David B. Beck, Megan T. Cho, Francisca Millan, Carin Yates, Mark Hannibal, Bridget O’Connor, Marwan Shinawi, Anne M. Connolly, Darrel Waggoner, Sara Halbach, Brad Angle, Victoria Sanders, Yufeng Shen, Kyle Retterer, Amber Begtrup, Renkui Bai, Wendy K. Chung

Abstract

Exome sequencing is an effective way to identify genetic causes of etiologically heterogeneous conditions such as developmental delay and intellectual disabilities. Using exome sequencing, we have identified four patients with similar phenotypes of developmental delay, intellectual disability, failure to thrive, hypotonia, ataxia, and tooth enamel defects who all have the same de novo R331W missense variant in C-terminal binding protein 1 (CTBP1). CTBP1 is a transcriptional regulator critical for development by coordinating different regulatory pathways.

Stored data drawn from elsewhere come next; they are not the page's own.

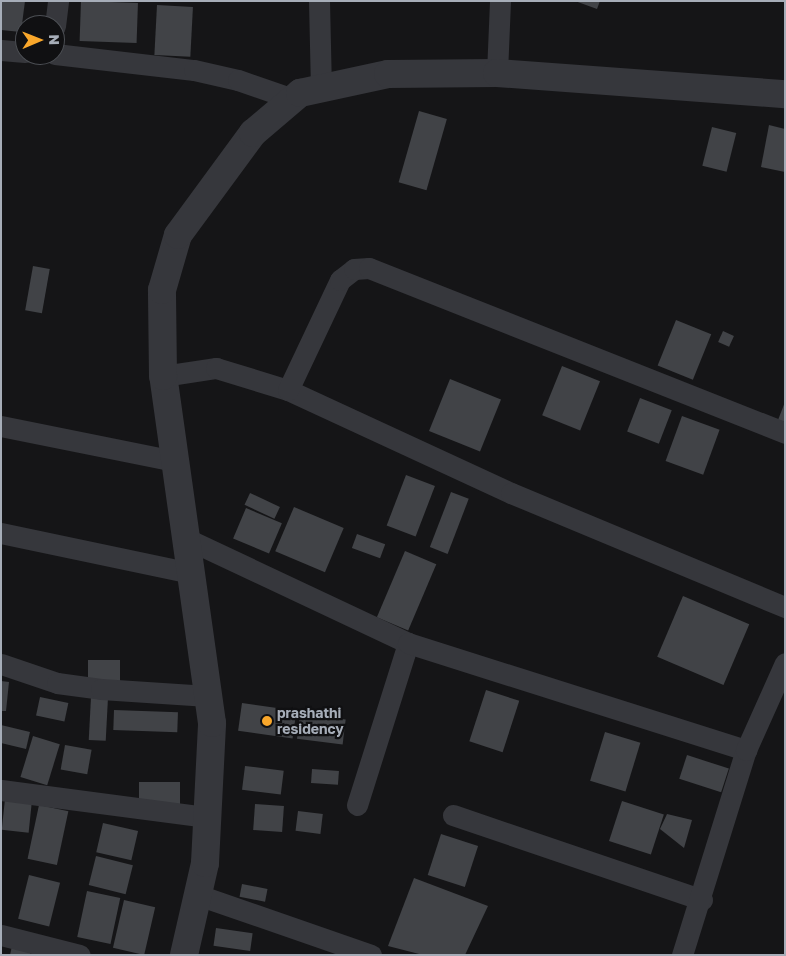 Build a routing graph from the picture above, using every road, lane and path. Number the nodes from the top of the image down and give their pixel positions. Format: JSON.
{"nodes":[{"id":1,"x":58,"y":1,"type":"edge"},
{"id":2,"x":319,"y":1,"type":"edge"},
{"id":3,"x":500,"y":1,"type":"edge"},
{"id":4,"x":56,"y":15,"type":"edge"},
{"id":5,"x":1,"y":50,"type":"edge"},
{"id":6,"x":15,"y":51,"type":"edge"},
{"id":7,"x":65,"y":55,"type":"edge"},
{"id":8,"x":497,"y":73,"type":"junction"},
{"id":9,"x":321,"y":89,"type":"junction"},
{"id":10,"x":785,"y":94,"type":"edge"},
{"id":11,"x":293,"y":99,"type":"junction"},
{"id":12,"x":163,"y":376,"type":"junction"},
{"id":13,"x":288,"y":390,"type":"junction"},
{"id":14,"x":1,"y":426,"type":"edge"},
{"id":15,"x":785,"y":433,"type":"edge"},
{"id":16,"x":174,"y":461,"type":"junction"},
{"id":17,"x":1,"y":533,"type":"edge"},
{"id":18,"x":185,"y":538,"type":"junction"},
{"id":19,"x":190,"y":573,"type":"junction"},
{"id":20,"x":785,"y":607,"type":"edge"},
{"id":21,"x":408,"y":643,"type":"junction"},
{"id":22,"x":785,"y":663,"type":"edge"},
{"id":23,"x":1,"y":664,"type":"edge"},
{"id":24,"x":208,"y":696,"type":"junction"},
{"id":25,"x":746,"y":750,"type":"junction"},
{"id":26,"x":1,"y":790,"type":"edge"},
{"id":27,"x":358,"y":805,"type":"dead end"},
{"id":28,"x":453,"y":815,"type":"dead end"},
{"id":29,"x":207,"y":817,"type":"junction"},
{"id":30,"x":198,"y":895,"type":"junction"},
{"id":31,"x":702,"y":900,"type":"junction"},
{"id":32,"x":1,"y":935,"type":"edge"},
{"id":33,"x":80,"y":955,"type":"edge"},
{"id":34,"x":184,"y":955,"type":"edge"},
{"id":35,"x":371,"y":955,"type":"edge"},
{"id":36,"x":682,"y":955,"type":"edge"}],
"edges":[{"from":1,"to":4,"type":"street"},
{"from":2,"to":9,"type":"street"},
{"from":3,"to":8,"type":"street"},
{"from":5,"to":6,"type":"street"},
{"from":7,"to":11,"type":"street"},
{"from":8,"to":9,"type":"street"},
{"from":8,"to":10,"type":"street"},
{"from":9,"to":11,"type":"street"},
{"from":11,"to":12,"type":"street"},
{"from":12,"to":13,"type":"street"},
{"from":12,"to":16,"type":"street"},
{"from":13,"to":15,"type":"street"},
{"from":13,"to":20,"type":"street"},
{"from":14,"to":16,"type":"street"},
{"from":16,"to":18,"type":"street"},
{"from":17,"to":19,"type":"street"},
{"from":18,"to":19,"type":"street"},
{"from":18,"to":21,"type":"street"},
{"from":19,"to":24,"type":"street"},
{"from":21,"to":25,"type":"street"},
{"from":21,"to":27,"type":"street"},
{"from":22,"to":25,"type":"street"},
{"from":23,"to":24,"type":"street"},
{"from":24,"to":29,"type":"street"},
{"from":25,"to":31,"type":"street"},
{"from":26,"to":29,"type":"street"},
{"from":28,"to":31,"type":"street"},
{"from":29,"to":30,"type":"street"},
{"from":30,"to":34,"type":"street"},
{"from":30,"to":35,"type":"street"},
{"from":31,"to":36,"type":"street"},
{"from":32,"to":33,"type":"street"}]}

The R331W variant found in these patients is within the C-terminal portion of the PLDLS (Pro-Leu-Asp-Leu-Ser) binding cleft, which is the domain through which CTBP1, interacts with chromatin-modifying enzymes and mediates chromatin-dependent gene repression pathways. This is the first report of mutations within CTBP1 in association with any human disease.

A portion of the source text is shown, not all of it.